San Diego Mayor, Kevin Faulconer, introduced his plan to address the issues with the San Diego housing market. The mayor`s solution? More houses.
Faulconer says that having more houses will make it more affordable for the average San Diegan to buy a home.
It`s the whole concept of supply and demand, the question is how do we increase supply? Faulconer proposed two policies according to Voice of San Diego, “adding funding to existing efforts to make them more effective, and the ever-popular streamlining of regulations, restrictions and processes to reduce costs. (The word “streamline” appears 20 times in the mayor’s policy blueprint.)”
Here are the main things that the mayor wants to do in order to accomplish his initiative:
Increasing the Amount of Development Blueprints and Decreasing the Size
Faulconer`s budget moved money around so that the planning department would have access to more resources in order to update older blueprints for city development, A.K.A “community plans”.
The rationalization behind it is that out-of-date plans do not represent the current circumstances such as traffic or desirability. The problem with this is that developers then feel the need to take on projects that do not fit with existing restrictions. The restrictions require that builders get special exemptions which require environmental review, thus increasing costs.
Another part of this plan is to find smaller areas within communities and update the growth plans in those areas. Planning Director, Bill Fulton stated at a Council committee hearing back in November that, “rather than doing a comprehensive community plan update, we’re finding more and more that the community is mostly built out, so a comprehensive update might not be needed, so we can update only the areas that are likely to see lot of change.”

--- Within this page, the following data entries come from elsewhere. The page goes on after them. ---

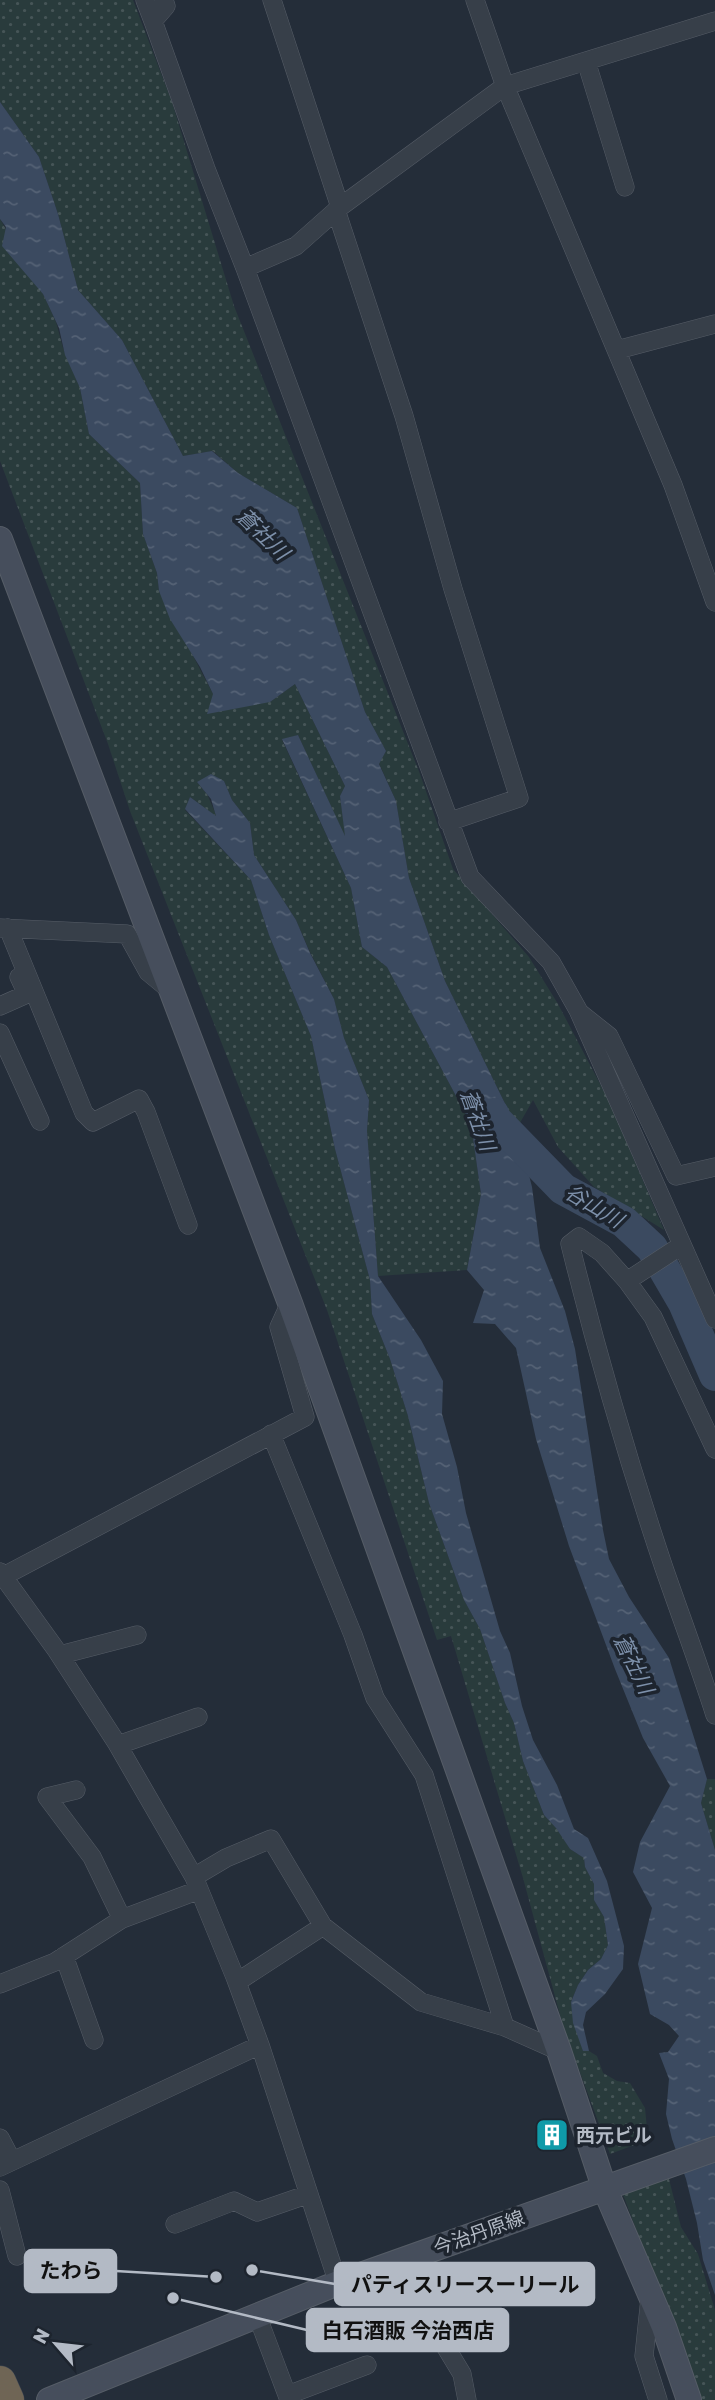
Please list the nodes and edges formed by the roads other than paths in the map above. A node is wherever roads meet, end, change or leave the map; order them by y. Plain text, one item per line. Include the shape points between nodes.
1 (145, 0) edge
2 (164, 0) edge
3 (272, 0) edge
4 (475, 0) edge
5 (153, 21) junction
6 (715, 21) edge
7 (586, 61) junction
8 (505, 86) junction
9 (625, 187) dead end
10 (338, 209) junction
11 (245, 268) junction
12 (715, 324) edge
13 (617, 349) junction
14 (0, 539) edge
15 (715, 602) edge
16 (448, 822) junction
17 (3, 932) edge
18 (172, 992) junction
19 (0, 1006) edge
20 (578, 1010) junction
21 (0, 1033) edge
22 (40, 1121) dead end
23 (715, 1167) edge
24 (188, 1225) dead end
25 (682, 1246) junction
26 (627, 1281) junction
27 (290, 1303) junction
28 (715, 1319) edge
29 (271, 1434) junction
30 (715, 1449) edge
31 (1, 1576) edge
32 (137, 1634) dead end
33 (60, 1655) junction
34 (715, 1714) edge
35 (198, 1717) dead end
36 (118, 1745) junction
37 (76, 1790) dead end
38 (196, 1884) junction
39 (122, 1919) junction
40 (323, 1926) junction
41 (64, 1956) junction
42 (237, 1982) junction
43 (0, 1984) edge
44 (505, 2027) junction
45 (94, 2040) dead end
46 (260, 2045) junction
47 (559, 2051) junction
48 (0, 2138) edge
49 (715, 2149) edge
50 (6, 2164) edge
51 (612, 2185) junction
52 (0, 2190) edge
53 (309, 2194) junction
54 (175, 2224) dead end
55 (17, 2256) dead end
56 (338, 2283) junction
57 (650, 2298) junction
58 (257, 2315) junction
59 (433, 2326) dead end
60 (367, 2365) dead end
61 (0, 2382) edge
62 (288, 2398) edge
63 (8, 2400) edge
64 (49, 2400) edge
65 (467, 2400) edge
66 (658, 2400) edge
67 (689, 2400) edge

1 - 5 street
2 - 5 street via 166,6
3 - 10 street
4 - 8 street
5 - 11 street
6 - 7 street
7 - 8 street
7 - 9 street
8 - 10 street
8 - 13 street
10 - 11 street via 296,246
10 - 16 street via 519,798
11 - 16 street
12 - 13 street
13 - 15 street
14 - 18 street
16 - 20 street via 470,877 551,962
17 - 18 street via 127,934 148,972
17 - 19 street via 27,994
17 - 24 street via 84,1113 93,1122 139,1099
18 - 27 street
20 - 23 street via 608,1036 677,1176
20 - 25 street
21 - 22 street
25 - 26 street
25 - 28 street
26 - 30 street via 653,1317
26 - 34 street via 602,1253 579,1237 570,1244 621,1430
27 - 29 street via 279,1326 304,1417
27 - 47 street
29 - 31 street
29 - 44 street via 375,1698 424,1775
31 - 33 street
32 - 33 street
33 - 36 street
35 - 36 street
36 - 38 street
37 - 39 street via 47,1797 92,1857
38 - 39 street
38 - 40 street via 226,1858 271,1839
38 - 42 street
39 - 41 street
40 - 42 street
40 - 44 street via 421,2002
41 - 43 street
41 - 45 street
42 - 46 street
44 - 47 street
46 - 50 street
46 - 53 street
47 - 51 street
48 - 50 street
49 - 51 street, 今治丹原線
51 - 56 street, 今治丹原線
51 - 57 street
52 - 55 street
53 - 54 street via 257,2212 234,2201
53 - 56 street
56 - 58 street, 今治丹原線
57 - 66 street via 644,2356
57 - 67 street
58 - 62 street
58 - 64 street, 今治丹原線
59 - 65 street via 462,2374
60 - 62 street
61 - 63 highway

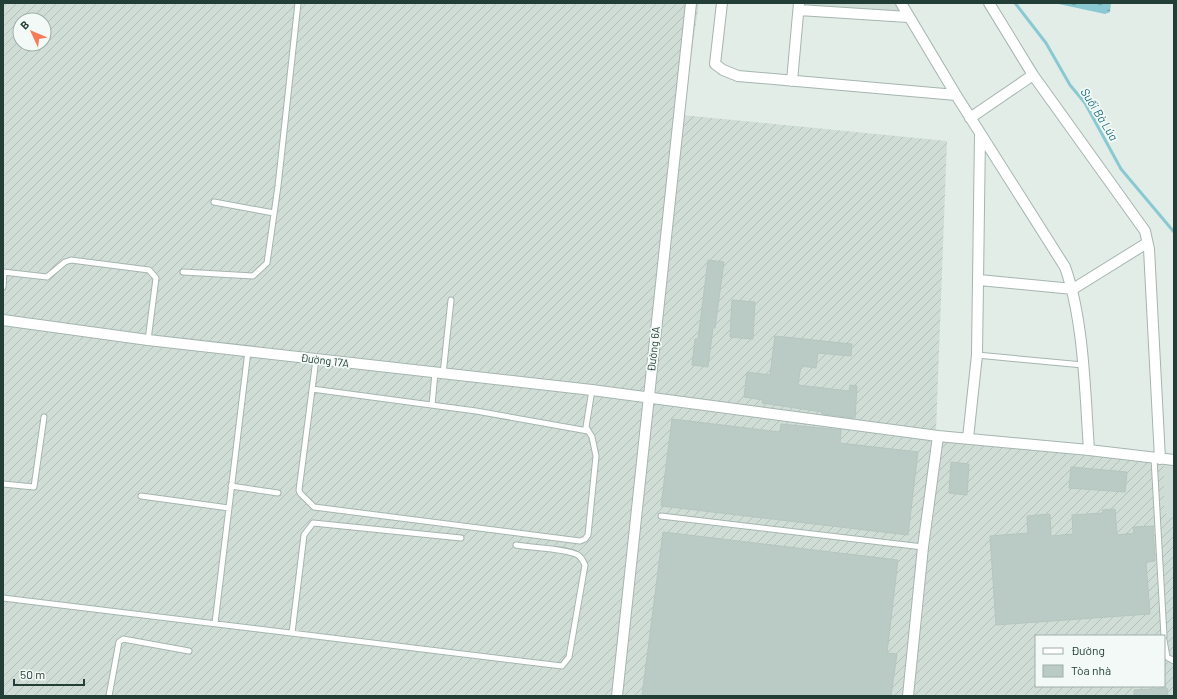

Less Parking for Transit-Friendly Buildings
Most city leaders are calling for new development in areas close to San Diego`s “urban core,” according to author Andrew Keatts of Voice of San Diego. New homes would be built in established neighborhoods close to transit options, residents would no longer need a car. Decreasing parking requirements would allow for a decrease in the housing cost and increase building.
The plan also states that the city could implement a fee instead of mandating developers to build the current required parking structures. The fees paid to the city would go toward “community parking solutions.”
Developers often complain that the process of getting a projects approved takes too long. In an effort to streamline this process, Faulconer suggests that there should be a single project manager for every project in order to assist the applicant in the process.
Another way to streamline is to redo San Diego`s internal tracking system for permits and allow to developers to submit plans online.
What are your thoughts? Do you agree with Mayor Kevin Faulconer`s new plan to better the San Diego housing market?